(Exercise material)
=== Section Start ===

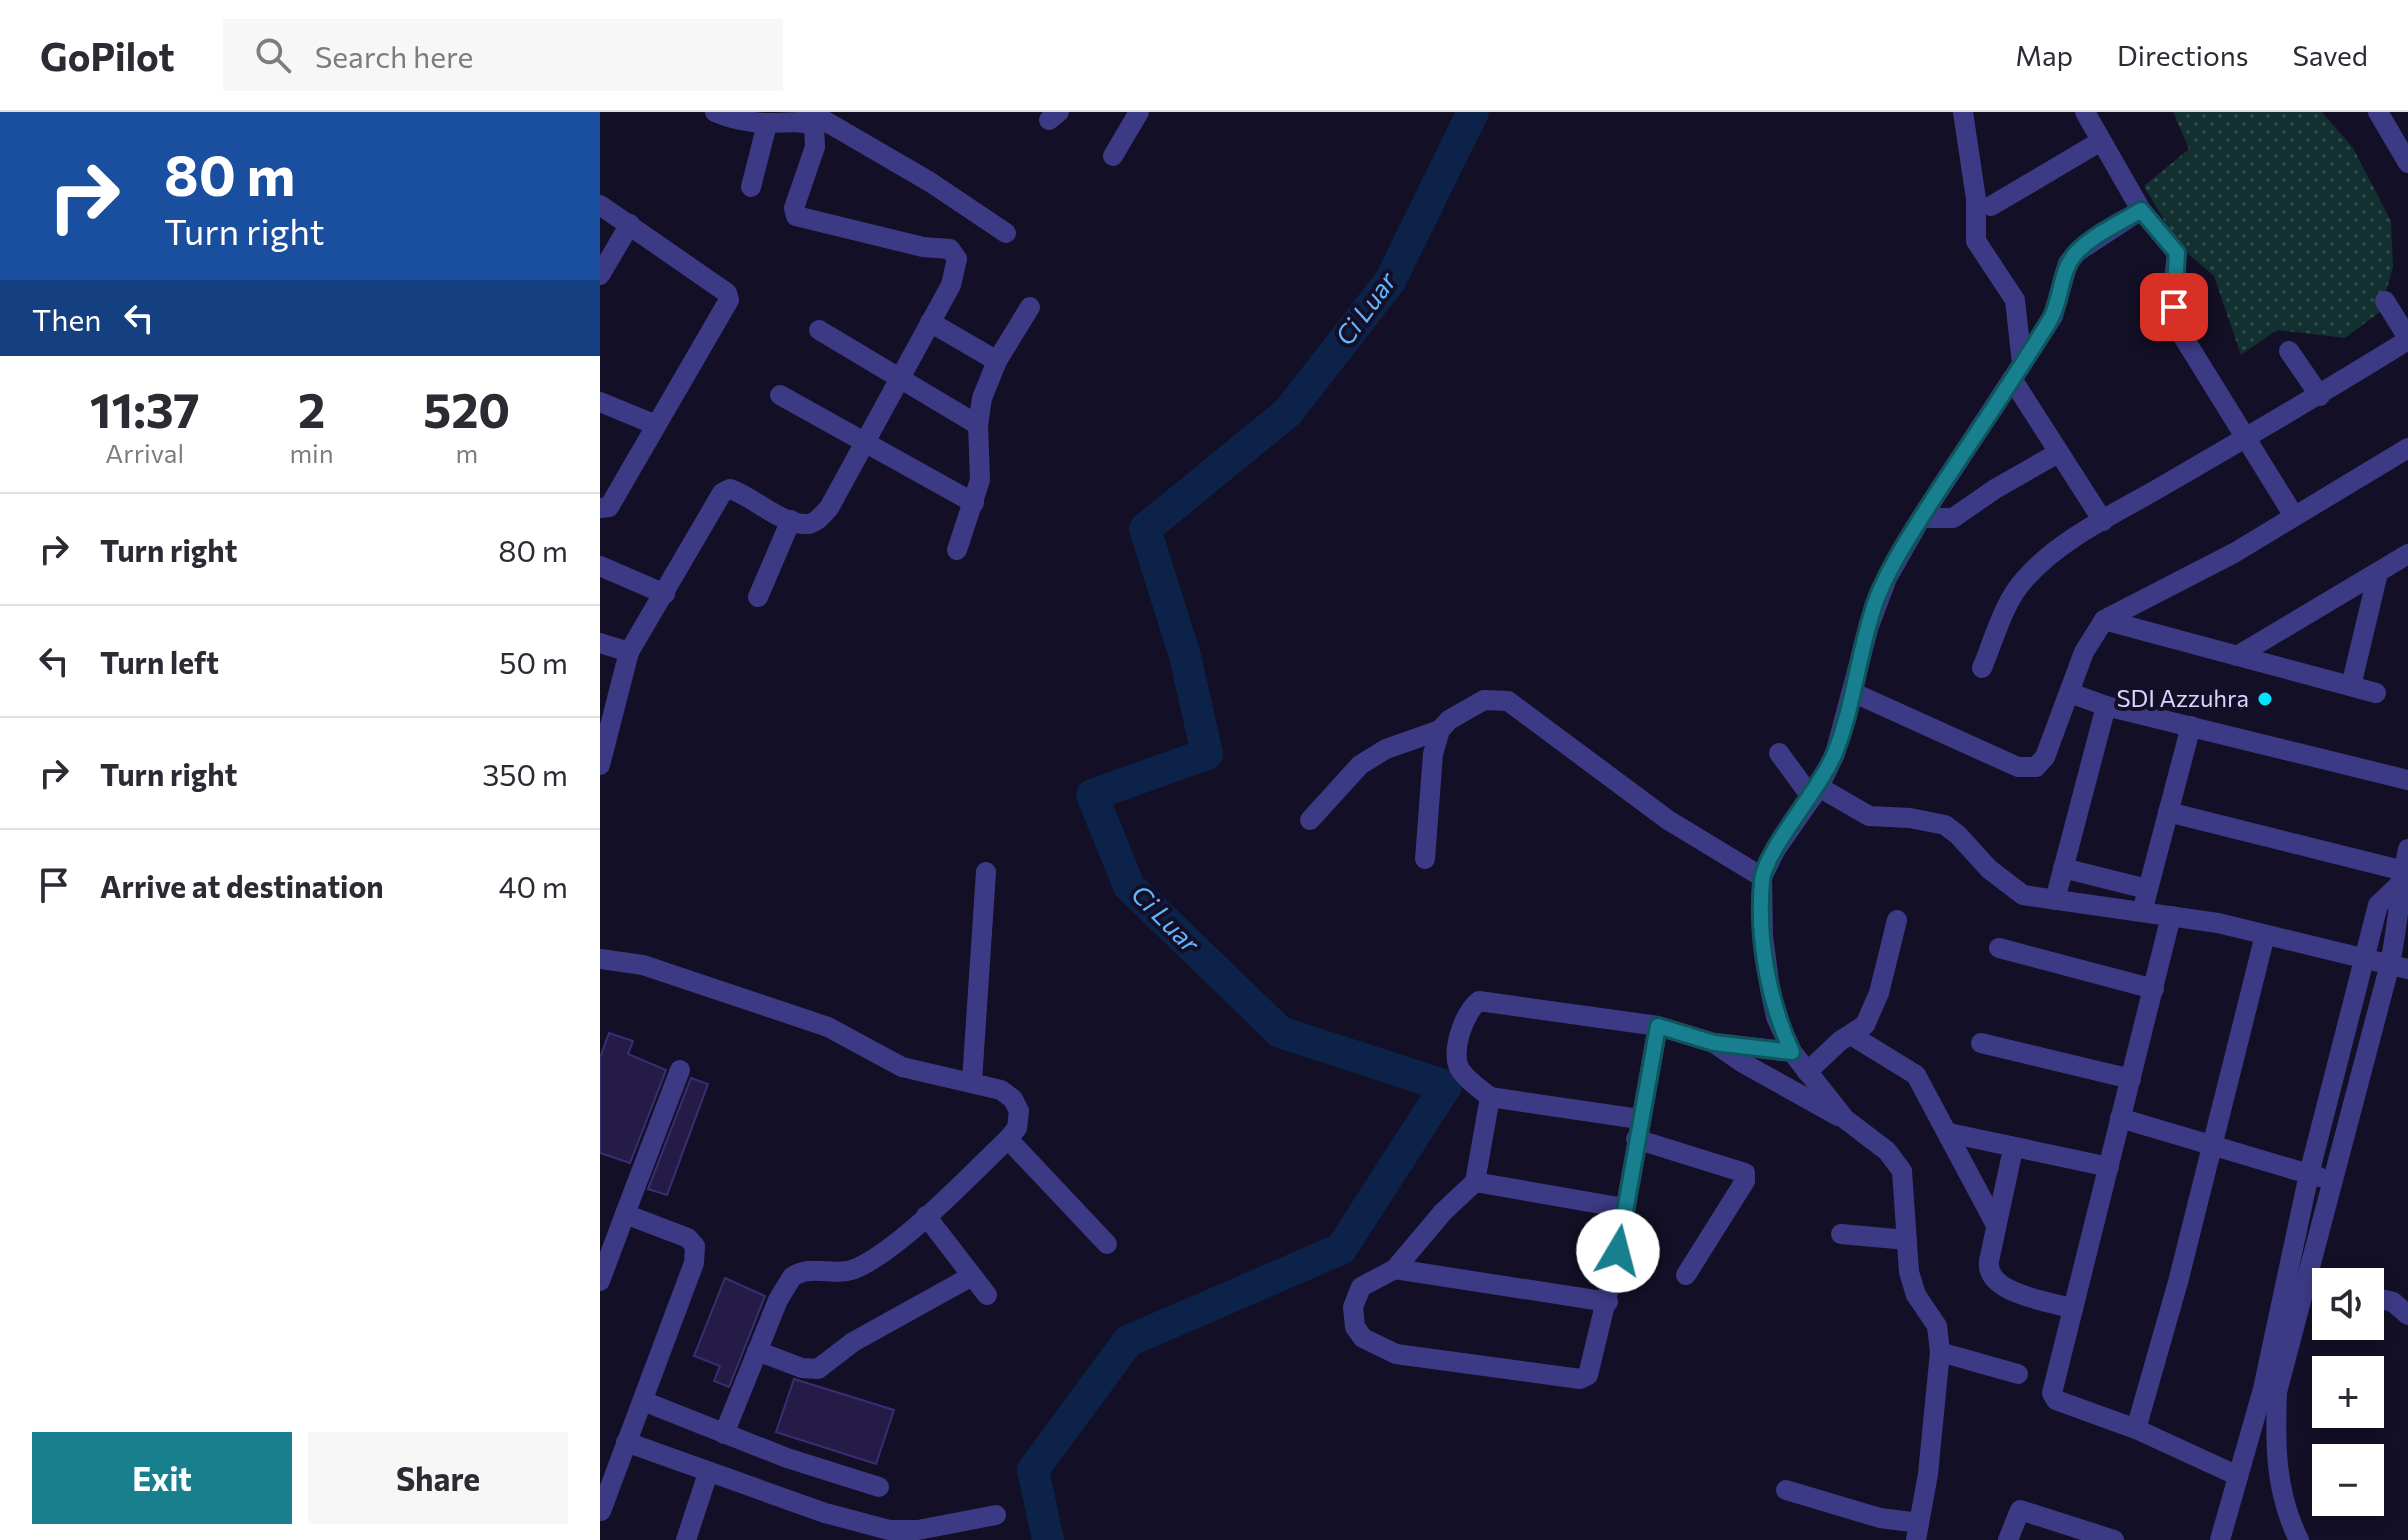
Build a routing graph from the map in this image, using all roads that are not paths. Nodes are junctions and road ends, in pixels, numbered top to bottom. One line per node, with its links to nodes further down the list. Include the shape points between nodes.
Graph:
1 (715, 112): 7 (street)
2 (1139, 112): 9 (street)
3 (1963, 112): 25 (street, via 1976,199 1976,241 2015,300)
4 (2085, 112): 8 (street)
5 (2378, 112): 10 (street)
6 (802, 121): 7 (street); 16 (street, via 815,115); 20 (street, via 814,126 816,136 796,216 956,253 951,285)
7 (767, 124): 11 (street)
8 (2101, 141): 13 (street); 14 (street)
9 (1113, 156)
10 (2408, 163)
11 (751, 187)
12 (600, 205): 15 (street)
13 (1991, 206)
14 (2141, 210): 25 (street, via 2077,252 2053,316); 32 (street, via 2177,253 2173,289 2179,330)
15 (630, 224): 17 (street); 30 (street, via 727,293 729,300)
16 (1006, 233)
17 (600, 275)
18 (2385, 301): 22 (street)
19 (1030, 307): 24 (street)
20 (930, 322): 24 (street); 26 (street)
21 (819, 330): 26 (street)
22 (2408, 339): 28 (street)
23 (2289, 351): 28 (street)
24 (997, 361): 31 (street)
25 (2017, 372): 35 (street); 39 (street)
26 (902, 379): 31 (street); 33 (street)
27 (780, 395): 33 (street)
28 (2320, 396): 32 (street)
29 (600, 402): 30 (street)
30 (656, 425): 37 (street, via 617,497 609,507)
31 (978, 425): 36 (street, via 982,465)
32 (2247, 437): 38 (street); 41 (street)
33 (867, 443): 36 (street); 40 (street, via 829,508 807,524)
34 (2408, 448): 38 (street)
35 (2058, 453): 39 (street, via 1953,518); 41 (street)
36 (974, 503): 42 (street)
37 (600, 508)
38 (2294, 516): 48 (street)
39 (1921, 518): 54 (street, via 1877,598)
40 (791, 520): 46 (street, via 741,492 722,493); 47 (street)
41 (2103, 521): 52 (street, via 2023,580)
42 (957, 550)
43 (2408, 554): 45 (street)
44 (600, 566): 46 (street)
45 (2378, 573): 51 (street); 53 (street)
46 (665, 594): 50 (street)
47 (758, 597)
48 (2104, 620): 51 (street); 55 (street, via 2084,652)
49 (600, 643): 50 (street)
50 (629, 652): 61 (street)
51 (2237, 656): 53 (street)
52 (1982, 668)
53 (2351, 686): 56 (street)
54 (1852, 692): 55 (street, via 2023,769 2041,763); 63 (street, via 1835,754)
55 (2070, 693): 57 (street)
56 (2376, 693)
57 (2106, 706): 58 (street); 68 (street)
58 (2191, 726): 62 (street); 64 (street)
59 (1440, 730): 65 (street, via 1386,749 1360,765); 67 (street, via 1433,754); 70 (street, via 1484,700 1508,701 1668,820)
60 (1779, 753): 63 (street)
61 (600, 765)
62 (2408, 780)
63 (1815, 793): 70 (street); 73 (street, via 1869,816 1945,825 2009,887)
64 (2168, 812): 71 (street); 72 (street)
65 (1310, 820)
66 (2408, 849): 71 (street)
67 (1425, 859)
68 (2063, 868): 72 (street); 73 (street)
69 (986, 872): 91 (street)
70 (1762, 877): 87 (street, via 1770,989)
71 (2402, 878): 79 (street, via 2378,905); 81 (street)
72 (2147, 889): 74 (street)
73 (2055, 900): 74 (street)
74 (2142, 912): 75 (street)
75 (2171, 916): 77 (street); 82 (street)
76 (1897, 920): 84 (street, via 1872,1012)
77 (2273, 934): 79 (street); 98 (street)
78 (1999, 948): 82 (street)
79 (2366, 957): 81 (street); 101 (street)
80 (600, 959): 91 (street, via 643,965 828,1027 902,1067)
81 (2399, 967): 102 (street)
82 (2154, 989): 90 (street)
83 (1658, 1026): 85 (street); 92 (street, via 1479,1001 1466,1016 1457,1062); 95 (street)
84 (1851, 1035): 89 (street); 96 (street, via 1916,1075)
85 (1714, 1043): 87 (street); 94 (street)
86 (1981, 1043): 90 (street)
87 (1792, 1052): 89 (street)
88 (680, 1070): 105 (street)
89 (1807, 1072): 94 (street)
90 (2131, 1079): 93 (street)
91 (972, 1081): 97 (street, via 1013,1099 1020,1120)
92 (1490, 1097): 95 (street); 103 (street)
93 (2120, 1118): 98 (street); 100 (street)
94 (1845, 1119): 109 (street, via 1887,1151 1902,1171)
95 (1638, 1129): 104 (street); 112 (street, via 1745,1173 1745,1181)
96 (1949, 1133): 99 (street); 107 (street)
97 (1008, 1139): 106 (street); 110 (street)
98 (2213, 1143): 101 (street); 125 (street)
99 (2013, 1149): 100 (street); 107 (street)
100 (2109, 1167): 118 (street)
101 (2309, 1174): 102 (street); 123 (street)
102 (2331, 1180): 123 (street)
103 (1475, 1182): 104 (street); 111 (street)
104 (1624, 1208): 117 (street)
105 (625, 1214): 114 (street); 124 (street, via 688,1238 696,1254)
106 (926, 1216): 113 (street); 120 (street, via 855,1269 800,1271 792,1277)
107 (1996, 1225): 118 (street, via 1988,1267 1994,1281)
108 (1841, 1234): 109 (street)
109 (1907, 1240): 121 (street, via 1909,1272 1916,1295 1937,1326)
110 (1107, 1244)
111 (1395, 1269): 117 (street); 117 (street, via 1361,1287 1353,1317 1363,1338 1396,1354 1580,1379 1591,1371)
112 (1686, 1275)
113 (972, 1276): 115 (street); 120 (street, via 853,1342 818,1369)
114 (600, 1281)
115 (987, 1295)
116 (2384, 1300): 119 (street)
117 (1608, 1302)
118 (2073, 1309): 125 (street, via 2054,1397)
119 (2408, 1315)
120 (757, 1351): 126 (street)
121 (1940, 1352): 122 (street); 134 (street)
122 (2018, 1374)
123 (2270, 1390): 129 (street); 139 (street, via 2281,1492)
124 (643, 1401): 126 (street); 127 (street)
125 (2136, 1429): 129 (street)
126 (724, 1434): 130 (street)
127 (626, 1442): 128 (street); 132 (street)
128 (708, 1473): 133 (street, via 889,1530 918,1530); 135 (street)
129 (2236, 1475): 138 (street)
130 (879, 1487)
131 (1786, 1490): 134 (street)
132 (601, 1511)
133 (996, 1515)
134 (1917, 1532)
135 (686, 1540)
136 (2008, 1540): 137 (street, via 2020,1510)
137 (2114, 1540)
138 (2220, 1540)
139 (2299, 1540)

=== Section End ===

Pictures stay out; everything else in the listing above gets restated word for word.

Build a routing graph from the map in this image, using all roads that are not paths. Nodes are junctions and road ends, in pixels, numbered top to bottom. One line per node, with its links to nodes further down the list. Include the shape points between nodes.
Graph:
1 (715, 112): 7 (street)
2 (1139, 112): 9 (street)
3 (1963, 112): 25 (street, via 1976,199 1976,241 2015,300)
4 (2085, 112): 8 (street)
5 (2378, 112): 10 (street)
6 (802, 121): 7 (street); 16 (street, via 815,115); 20 (street, via 814,126 816,136 796,216 956,253 951,285)
7 (767, 124): 11 (street)
8 (2101, 141): 13 (street); 14 (street)
9 (1113, 156)
10 (2408, 163)
11 (751, 187)
12 (600, 205): 15 (street)
13 (1991, 206)
14 (2141, 210): 25 (street, via 2077,252 2053,316); 32 (street, via 2177,253 2173,289 2179,330)
15 (630, 224): 17 (street); 30 (street, via 727,293 729,300)
16 (1006, 233)
17 (600, 275)
18 (2385, 301): 22 (street)
19 (1030, 307): 24 (street)
20 (930, 322): 24 (street); 26 (street)
21 (819, 330): 26 (street)
22 (2408, 339): 28 (street)
23 (2289, 351): 28 (street)
24 (997, 361): 31 (street)
25 (2017, 372): 35 (street); 39 (street)
26 (902, 379): 31 (street); 33 (street)
27 (780, 395): 33 (street)
28 (2320, 396): 32 (street)
29 (600, 402): 30 (street)
30 (656, 425): 37 (street, via 617,497 609,507)
31 (978, 425): 36 (street, via 982,465)
32 (2247, 437): 38 (street); 41 (street)
33 (867, 443): 36 (street); 40 (street, via 829,508 807,524)
34 (2408, 448): 38 (street)
35 (2058, 453): 39 (street, via 1953,518); 41 (street)
36 (974, 503): 42 (street)
37 (600, 508)
38 (2294, 516): 48 (street)
39 (1921, 518): 54 (street, via 1877,598)
40 (791, 520): 46 (street, via 741,492 722,493); 47 (street)
41 (2103, 521): 52 (street, via 2023,580)
42 (957, 550)
43 (2408, 554): 45 (street)
44 (600, 566): 46 (street)
45 (2378, 573): 51 (street); 53 (street)
46 (665, 594): 50 (street)
47 (758, 597)
48 (2104, 620): 51 (street); 55 (street, via 2084,652)
49 (600, 643): 50 (street)
50 (629, 652): 61 (street)
51 (2237, 656): 53 (street)
52 (1982, 668)
53 (2351, 686): 56 (street)
54 (1852, 692): 55 (street, via 2023,769 2041,763); 63 (street, via 1835,754)
55 (2070, 693): 57 (street)
56 (2376, 693)
57 (2106, 706): 58 (street); 68 (street)
58 (2191, 726): 62 (street); 64 (street)
59 (1440, 730): 65 (street, via 1386,749 1360,765); 67 (street, via 1433,754); 70 (street, via 1484,700 1508,701 1668,820)
60 (1779, 753): 63 (street)
61 (600, 765)
62 (2408, 780)
63 (1815, 793): 70 (street); 73 (street, via 1869,816 1945,825 2009,887)
64 (2168, 812): 71 (street); 72 (street)
65 (1310, 820)
66 (2408, 849): 71 (street)
67 (1425, 859)
68 (2063, 868): 72 (street); 73 (street)
69 (986, 872): 91 (street)
70 (1762, 877): 87 (street, via 1770,989)
71 (2402, 878): 79 (street, via 2378,905); 81 (street)
72 (2147, 889): 74 (street)
73 (2055, 900): 74 (street)
74 (2142, 912): 75 (street)
75 (2171, 916): 77 (street); 82 (street)
76 (1897, 920): 84 (street, via 1872,1012)
77 (2273, 934): 79 (street); 98 (street)
78 (1999, 948): 82 (street)
79 (2366, 957): 81 (street); 101 (street)
80 (600, 959): 91 (street, via 643,965 828,1027 902,1067)
81 (2399, 967): 102 (street)
82 (2154, 989): 90 (street)
83 (1658, 1026): 85 (street); 92 (street, via 1479,1001 1466,1016 1457,1062); 95 (street)
84 (1851, 1035): 89 (street); 96 (street, via 1916,1075)
85 (1714, 1043): 87 (street); 94 (street)
86 (1981, 1043): 90 (street)
87 (1792, 1052): 89 (street)
88 (680, 1070): 105 (street)
89 (1807, 1072): 94 (street)
90 (2131, 1079): 93 (street)
91 (972, 1081): 97 (street, via 1013,1099 1020,1120)
92 (1490, 1097): 95 (street); 103 (street)
93 (2120, 1118): 98 (street); 100 (street)
94 (1845, 1119): 109 (street, via 1887,1151 1902,1171)
95 (1638, 1129): 104 (street); 112 (street, via 1745,1173 1745,1181)
96 (1949, 1133): 99 (street); 107 (street)
97 (1008, 1139): 106 (street); 110 (street)
98 (2213, 1143): 101 (street); 125 (street)
99 (2013, 1149): 100 (street); 107 (street)
100 (2109, 1167): 118 (street)
101 (2309, 1174): 102 (street); 123 (street)
102 (2331, 1180): 123 (street)
103 (1475, 1182): 104 (street); 111 (street)
104 (1624, 1208): 117 (street)
105 (625, 1214): 114 (street); 124 (street, via 688,1238 696,1254)
106 (926, 1216): 113 (street); 120 (street, via 855,1269 800,1271 792,1277)
107 (1996, 1225): 118 (street, via 1988,1267 1994,1281)
108 (1841, 1234): 109 (street)
109 (1907, 1240): 121 (street, via 1909,1272 1916,1295 1937,1326)
110 (1107, 1244)
111 (1395, 1269): 117 (street); 117 (street, via 1361,1287 1353,1317 1363,1338 1396,1354 1580,1379 1591,1371)
112 (1686, 1275)
113 (972, 1276): 115 (street); 120 (street, via 853,1342 818,1369)
114 (600, 1281)
115 (987, 1295)
116 (2384, 1300): 119 (street)
117 (1608, 1302)
118 (2073, 1309): 125 (street, via 2054,1397)
119 (2408, 1315)
120 (757, 1351): 126 (street)
121 (1940, 1352): 122 (street); 134 (street)
122 (2018, 1374)
123 (2270, 1390): 129 (street); 139 (street, via 2281,1492)
124 (643, 1401): 126 (street); 127 (street)
125 (2136, 1429): 129 (street)
126 (724, 1434): 130 (street)
127 (626, 1442): 128 (street); 132 (street)
128 (708, 1473): 133 (street, via 889,1530 918,1530); 135 (street)
129 (2236, 1475): 138 (street)
130 (879, 1487)
131 (1786, 1490): 134 (street)
132 (601, 1511)
133 (996, 1515)
134 (1917, 1532)
135 (686, 1540)
136 (2008, 1540): 137 (street, via 2020,1510)
137 (2114, 1540)
138 (2220, 1540)
139 (2299, 1540)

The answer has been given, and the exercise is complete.